[Items from a data source]
--
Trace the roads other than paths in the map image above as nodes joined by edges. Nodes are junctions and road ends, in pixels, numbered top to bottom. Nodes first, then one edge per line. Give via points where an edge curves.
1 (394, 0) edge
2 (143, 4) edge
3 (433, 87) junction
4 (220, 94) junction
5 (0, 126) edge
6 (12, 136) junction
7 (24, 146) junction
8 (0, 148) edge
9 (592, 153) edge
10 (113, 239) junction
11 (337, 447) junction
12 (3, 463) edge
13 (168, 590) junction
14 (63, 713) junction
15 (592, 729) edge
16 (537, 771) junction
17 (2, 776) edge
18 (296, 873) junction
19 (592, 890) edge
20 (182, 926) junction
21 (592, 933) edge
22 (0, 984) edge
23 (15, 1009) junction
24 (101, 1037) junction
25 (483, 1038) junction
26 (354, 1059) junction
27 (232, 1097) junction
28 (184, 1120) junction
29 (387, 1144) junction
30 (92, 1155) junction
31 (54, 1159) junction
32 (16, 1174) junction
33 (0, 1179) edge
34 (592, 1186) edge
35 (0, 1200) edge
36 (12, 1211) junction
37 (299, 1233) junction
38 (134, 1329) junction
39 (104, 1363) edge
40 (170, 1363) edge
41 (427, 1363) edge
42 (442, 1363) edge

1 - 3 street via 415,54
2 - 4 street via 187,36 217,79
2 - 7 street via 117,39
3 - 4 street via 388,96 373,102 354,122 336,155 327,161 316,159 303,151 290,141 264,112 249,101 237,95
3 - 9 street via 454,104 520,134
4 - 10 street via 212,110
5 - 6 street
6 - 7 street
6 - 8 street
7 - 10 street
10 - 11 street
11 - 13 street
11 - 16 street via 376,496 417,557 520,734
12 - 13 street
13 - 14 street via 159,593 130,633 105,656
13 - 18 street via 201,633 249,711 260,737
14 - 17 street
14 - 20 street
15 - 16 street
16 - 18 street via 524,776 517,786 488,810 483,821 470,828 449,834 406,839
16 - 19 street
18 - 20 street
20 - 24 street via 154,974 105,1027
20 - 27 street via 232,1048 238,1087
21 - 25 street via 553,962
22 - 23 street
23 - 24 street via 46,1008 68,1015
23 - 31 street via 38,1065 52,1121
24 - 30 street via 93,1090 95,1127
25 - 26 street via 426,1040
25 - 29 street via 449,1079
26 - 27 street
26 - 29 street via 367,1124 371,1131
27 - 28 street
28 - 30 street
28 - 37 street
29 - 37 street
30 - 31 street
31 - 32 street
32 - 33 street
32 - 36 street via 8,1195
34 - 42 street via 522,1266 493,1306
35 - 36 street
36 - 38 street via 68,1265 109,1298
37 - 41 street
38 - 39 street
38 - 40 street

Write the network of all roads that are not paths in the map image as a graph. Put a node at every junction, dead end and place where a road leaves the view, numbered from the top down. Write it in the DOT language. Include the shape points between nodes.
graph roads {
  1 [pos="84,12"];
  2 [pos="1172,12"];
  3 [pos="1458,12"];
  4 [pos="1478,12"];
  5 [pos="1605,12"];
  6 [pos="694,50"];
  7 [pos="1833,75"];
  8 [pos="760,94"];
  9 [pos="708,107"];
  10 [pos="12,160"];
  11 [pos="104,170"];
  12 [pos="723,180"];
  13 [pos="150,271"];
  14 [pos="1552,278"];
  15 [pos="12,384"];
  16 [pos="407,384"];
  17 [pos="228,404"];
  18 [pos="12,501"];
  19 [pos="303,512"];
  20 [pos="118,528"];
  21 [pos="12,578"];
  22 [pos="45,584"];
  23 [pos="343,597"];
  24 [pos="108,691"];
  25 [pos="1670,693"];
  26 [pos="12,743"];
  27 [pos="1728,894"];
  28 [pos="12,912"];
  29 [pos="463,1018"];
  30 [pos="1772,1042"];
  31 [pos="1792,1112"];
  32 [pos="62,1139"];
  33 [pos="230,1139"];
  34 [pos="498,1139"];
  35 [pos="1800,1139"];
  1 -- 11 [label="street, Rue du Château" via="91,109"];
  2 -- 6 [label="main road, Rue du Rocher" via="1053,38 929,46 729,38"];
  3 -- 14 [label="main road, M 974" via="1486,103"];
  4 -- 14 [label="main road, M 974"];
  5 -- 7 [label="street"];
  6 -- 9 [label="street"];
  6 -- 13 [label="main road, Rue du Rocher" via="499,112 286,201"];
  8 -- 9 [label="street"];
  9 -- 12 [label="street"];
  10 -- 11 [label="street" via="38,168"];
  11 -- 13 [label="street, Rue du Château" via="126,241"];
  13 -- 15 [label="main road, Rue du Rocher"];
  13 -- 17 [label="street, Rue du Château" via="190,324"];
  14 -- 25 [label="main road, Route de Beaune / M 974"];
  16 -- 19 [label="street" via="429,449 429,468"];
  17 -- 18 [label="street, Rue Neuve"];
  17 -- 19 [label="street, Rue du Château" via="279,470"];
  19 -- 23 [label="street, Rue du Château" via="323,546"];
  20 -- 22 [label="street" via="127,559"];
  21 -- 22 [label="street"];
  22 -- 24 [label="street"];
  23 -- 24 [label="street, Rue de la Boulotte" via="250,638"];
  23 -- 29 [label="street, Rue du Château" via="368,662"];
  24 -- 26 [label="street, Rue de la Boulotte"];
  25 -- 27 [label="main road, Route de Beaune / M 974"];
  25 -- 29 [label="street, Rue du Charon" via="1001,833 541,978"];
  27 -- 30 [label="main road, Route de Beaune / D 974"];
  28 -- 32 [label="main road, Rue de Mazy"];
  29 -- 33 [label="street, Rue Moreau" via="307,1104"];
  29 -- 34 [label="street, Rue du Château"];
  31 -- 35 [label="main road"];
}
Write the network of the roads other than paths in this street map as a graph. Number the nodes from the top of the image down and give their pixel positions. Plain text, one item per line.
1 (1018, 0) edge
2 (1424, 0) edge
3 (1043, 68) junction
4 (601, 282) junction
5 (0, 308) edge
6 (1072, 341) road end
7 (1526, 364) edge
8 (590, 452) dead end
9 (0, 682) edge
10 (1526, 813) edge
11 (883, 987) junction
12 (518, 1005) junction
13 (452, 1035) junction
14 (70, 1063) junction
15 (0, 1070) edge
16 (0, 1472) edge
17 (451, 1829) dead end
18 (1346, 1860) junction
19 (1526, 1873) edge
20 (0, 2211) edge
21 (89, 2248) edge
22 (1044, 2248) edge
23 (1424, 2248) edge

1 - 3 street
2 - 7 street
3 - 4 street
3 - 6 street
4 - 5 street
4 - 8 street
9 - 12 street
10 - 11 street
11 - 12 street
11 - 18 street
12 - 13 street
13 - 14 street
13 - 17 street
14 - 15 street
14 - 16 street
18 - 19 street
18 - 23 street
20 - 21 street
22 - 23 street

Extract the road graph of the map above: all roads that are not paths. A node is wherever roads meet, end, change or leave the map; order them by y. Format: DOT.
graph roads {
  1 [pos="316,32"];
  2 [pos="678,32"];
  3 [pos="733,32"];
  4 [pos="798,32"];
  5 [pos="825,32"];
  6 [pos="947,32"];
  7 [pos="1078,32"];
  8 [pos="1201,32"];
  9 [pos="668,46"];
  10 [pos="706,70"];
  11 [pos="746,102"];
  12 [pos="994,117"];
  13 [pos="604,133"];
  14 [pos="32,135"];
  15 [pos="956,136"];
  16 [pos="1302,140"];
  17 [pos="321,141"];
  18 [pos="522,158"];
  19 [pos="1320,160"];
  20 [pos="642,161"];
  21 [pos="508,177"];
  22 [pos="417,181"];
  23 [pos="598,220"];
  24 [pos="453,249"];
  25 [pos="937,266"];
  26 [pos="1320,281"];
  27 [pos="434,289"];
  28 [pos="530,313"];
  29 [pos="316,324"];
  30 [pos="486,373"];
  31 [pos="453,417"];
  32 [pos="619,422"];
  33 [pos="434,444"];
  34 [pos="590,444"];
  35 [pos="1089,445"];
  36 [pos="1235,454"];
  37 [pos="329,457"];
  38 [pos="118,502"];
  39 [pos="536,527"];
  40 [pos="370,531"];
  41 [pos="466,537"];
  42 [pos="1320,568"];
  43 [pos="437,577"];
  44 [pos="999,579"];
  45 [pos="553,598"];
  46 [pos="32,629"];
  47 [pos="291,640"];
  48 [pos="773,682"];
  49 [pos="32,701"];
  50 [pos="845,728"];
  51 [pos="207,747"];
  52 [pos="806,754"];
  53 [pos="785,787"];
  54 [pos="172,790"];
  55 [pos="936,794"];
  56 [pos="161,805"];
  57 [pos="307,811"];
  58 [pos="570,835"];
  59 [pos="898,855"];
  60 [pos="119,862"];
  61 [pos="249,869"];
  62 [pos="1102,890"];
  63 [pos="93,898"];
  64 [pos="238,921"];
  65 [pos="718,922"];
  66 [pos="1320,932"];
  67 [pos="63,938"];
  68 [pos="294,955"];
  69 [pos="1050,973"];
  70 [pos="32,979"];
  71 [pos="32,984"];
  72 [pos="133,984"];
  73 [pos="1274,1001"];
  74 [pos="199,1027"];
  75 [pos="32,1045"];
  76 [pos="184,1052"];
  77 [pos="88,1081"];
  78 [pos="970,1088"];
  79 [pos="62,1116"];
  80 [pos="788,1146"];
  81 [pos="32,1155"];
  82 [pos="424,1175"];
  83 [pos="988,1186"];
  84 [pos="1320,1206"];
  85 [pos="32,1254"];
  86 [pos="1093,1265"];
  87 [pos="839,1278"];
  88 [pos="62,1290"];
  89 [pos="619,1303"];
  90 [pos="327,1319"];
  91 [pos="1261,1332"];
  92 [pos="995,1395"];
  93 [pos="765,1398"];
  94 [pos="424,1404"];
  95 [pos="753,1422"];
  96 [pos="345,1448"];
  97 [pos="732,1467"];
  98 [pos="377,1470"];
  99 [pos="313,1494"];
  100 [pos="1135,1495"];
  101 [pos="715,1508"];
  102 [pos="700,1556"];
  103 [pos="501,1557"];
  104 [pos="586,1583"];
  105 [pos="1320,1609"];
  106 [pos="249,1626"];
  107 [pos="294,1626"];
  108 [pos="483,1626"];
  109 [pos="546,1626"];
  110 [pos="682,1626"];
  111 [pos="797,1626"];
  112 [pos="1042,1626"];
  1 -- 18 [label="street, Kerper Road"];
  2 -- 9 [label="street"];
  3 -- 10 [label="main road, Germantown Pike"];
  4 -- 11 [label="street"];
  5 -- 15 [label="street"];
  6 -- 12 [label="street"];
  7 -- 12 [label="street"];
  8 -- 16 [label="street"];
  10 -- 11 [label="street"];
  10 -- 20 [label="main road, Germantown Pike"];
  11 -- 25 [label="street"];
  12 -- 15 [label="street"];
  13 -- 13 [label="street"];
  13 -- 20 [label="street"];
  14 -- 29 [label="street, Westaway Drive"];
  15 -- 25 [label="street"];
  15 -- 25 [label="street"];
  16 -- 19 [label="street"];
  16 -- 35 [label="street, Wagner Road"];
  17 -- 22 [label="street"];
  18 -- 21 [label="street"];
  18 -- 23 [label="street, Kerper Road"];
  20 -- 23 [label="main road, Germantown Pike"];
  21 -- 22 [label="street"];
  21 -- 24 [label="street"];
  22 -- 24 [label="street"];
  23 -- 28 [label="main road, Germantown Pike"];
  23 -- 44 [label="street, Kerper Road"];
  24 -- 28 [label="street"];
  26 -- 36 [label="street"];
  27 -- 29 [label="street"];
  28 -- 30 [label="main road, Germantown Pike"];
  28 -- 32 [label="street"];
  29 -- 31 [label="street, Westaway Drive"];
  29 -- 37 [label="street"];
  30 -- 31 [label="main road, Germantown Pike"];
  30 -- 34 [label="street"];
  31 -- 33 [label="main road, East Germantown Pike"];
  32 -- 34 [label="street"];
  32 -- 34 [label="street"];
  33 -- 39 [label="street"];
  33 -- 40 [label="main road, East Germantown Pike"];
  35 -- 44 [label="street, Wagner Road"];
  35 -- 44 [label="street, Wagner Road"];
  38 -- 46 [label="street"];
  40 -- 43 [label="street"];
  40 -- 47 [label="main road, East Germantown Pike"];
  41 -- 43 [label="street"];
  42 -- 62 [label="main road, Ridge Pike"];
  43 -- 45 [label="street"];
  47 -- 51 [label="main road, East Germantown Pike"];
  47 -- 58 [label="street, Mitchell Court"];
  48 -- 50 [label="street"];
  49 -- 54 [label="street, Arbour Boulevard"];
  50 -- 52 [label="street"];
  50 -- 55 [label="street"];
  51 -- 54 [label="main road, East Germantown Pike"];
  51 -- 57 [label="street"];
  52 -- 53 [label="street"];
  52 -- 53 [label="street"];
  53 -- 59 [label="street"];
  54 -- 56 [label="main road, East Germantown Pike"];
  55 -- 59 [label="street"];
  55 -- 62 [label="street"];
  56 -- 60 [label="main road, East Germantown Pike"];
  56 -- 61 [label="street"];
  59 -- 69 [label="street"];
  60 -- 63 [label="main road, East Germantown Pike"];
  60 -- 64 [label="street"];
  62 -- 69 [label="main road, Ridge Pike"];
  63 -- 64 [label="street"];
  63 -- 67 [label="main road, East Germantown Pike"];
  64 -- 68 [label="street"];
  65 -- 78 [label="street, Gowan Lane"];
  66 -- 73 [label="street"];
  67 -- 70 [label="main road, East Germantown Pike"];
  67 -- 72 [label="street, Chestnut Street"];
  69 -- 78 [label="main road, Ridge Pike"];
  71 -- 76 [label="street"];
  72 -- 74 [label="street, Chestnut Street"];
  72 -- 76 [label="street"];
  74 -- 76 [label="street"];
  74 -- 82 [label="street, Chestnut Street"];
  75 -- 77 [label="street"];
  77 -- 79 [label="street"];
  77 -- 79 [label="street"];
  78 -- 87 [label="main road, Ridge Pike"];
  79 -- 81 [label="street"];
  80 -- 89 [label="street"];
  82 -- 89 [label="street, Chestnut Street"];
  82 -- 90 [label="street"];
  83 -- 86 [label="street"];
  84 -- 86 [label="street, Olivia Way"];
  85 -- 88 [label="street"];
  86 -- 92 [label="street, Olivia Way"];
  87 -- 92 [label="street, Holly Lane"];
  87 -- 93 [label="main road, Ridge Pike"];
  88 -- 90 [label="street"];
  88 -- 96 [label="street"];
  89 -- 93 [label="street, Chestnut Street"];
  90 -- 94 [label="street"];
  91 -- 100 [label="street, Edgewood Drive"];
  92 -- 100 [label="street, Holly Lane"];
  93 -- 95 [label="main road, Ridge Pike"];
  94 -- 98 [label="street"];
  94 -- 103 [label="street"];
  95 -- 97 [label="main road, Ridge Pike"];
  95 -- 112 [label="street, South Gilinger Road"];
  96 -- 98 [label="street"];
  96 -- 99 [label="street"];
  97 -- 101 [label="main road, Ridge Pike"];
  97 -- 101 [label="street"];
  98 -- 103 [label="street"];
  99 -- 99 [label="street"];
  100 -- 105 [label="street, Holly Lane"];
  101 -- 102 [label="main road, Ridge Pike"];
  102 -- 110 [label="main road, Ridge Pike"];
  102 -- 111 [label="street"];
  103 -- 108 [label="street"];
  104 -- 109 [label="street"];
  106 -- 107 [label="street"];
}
--
== TASK DETAILS ==
Go through the records above. Copy each line in which the string "image" appears.

== WRITTEN SOLUTION ==
Trace the roads other than paths in the map image above as nodes joined by edges. Nodes are junctions and road ends, in pixels, numbered top to bottom. Nodes first, then one edge per line. Give via points where an edge curves.
Write the network of all roads that are not paths in the map image as a graph. Put a node at every junction, dead end and place where a road leaves the view, numbered from the top down. Write it in the DOT language. Include the shape points between nodes.
Write the network of the roads other than paths in this street map as a graph. Number the nodes from the top of the image down and give their pixel positions. Plain text, one item per line.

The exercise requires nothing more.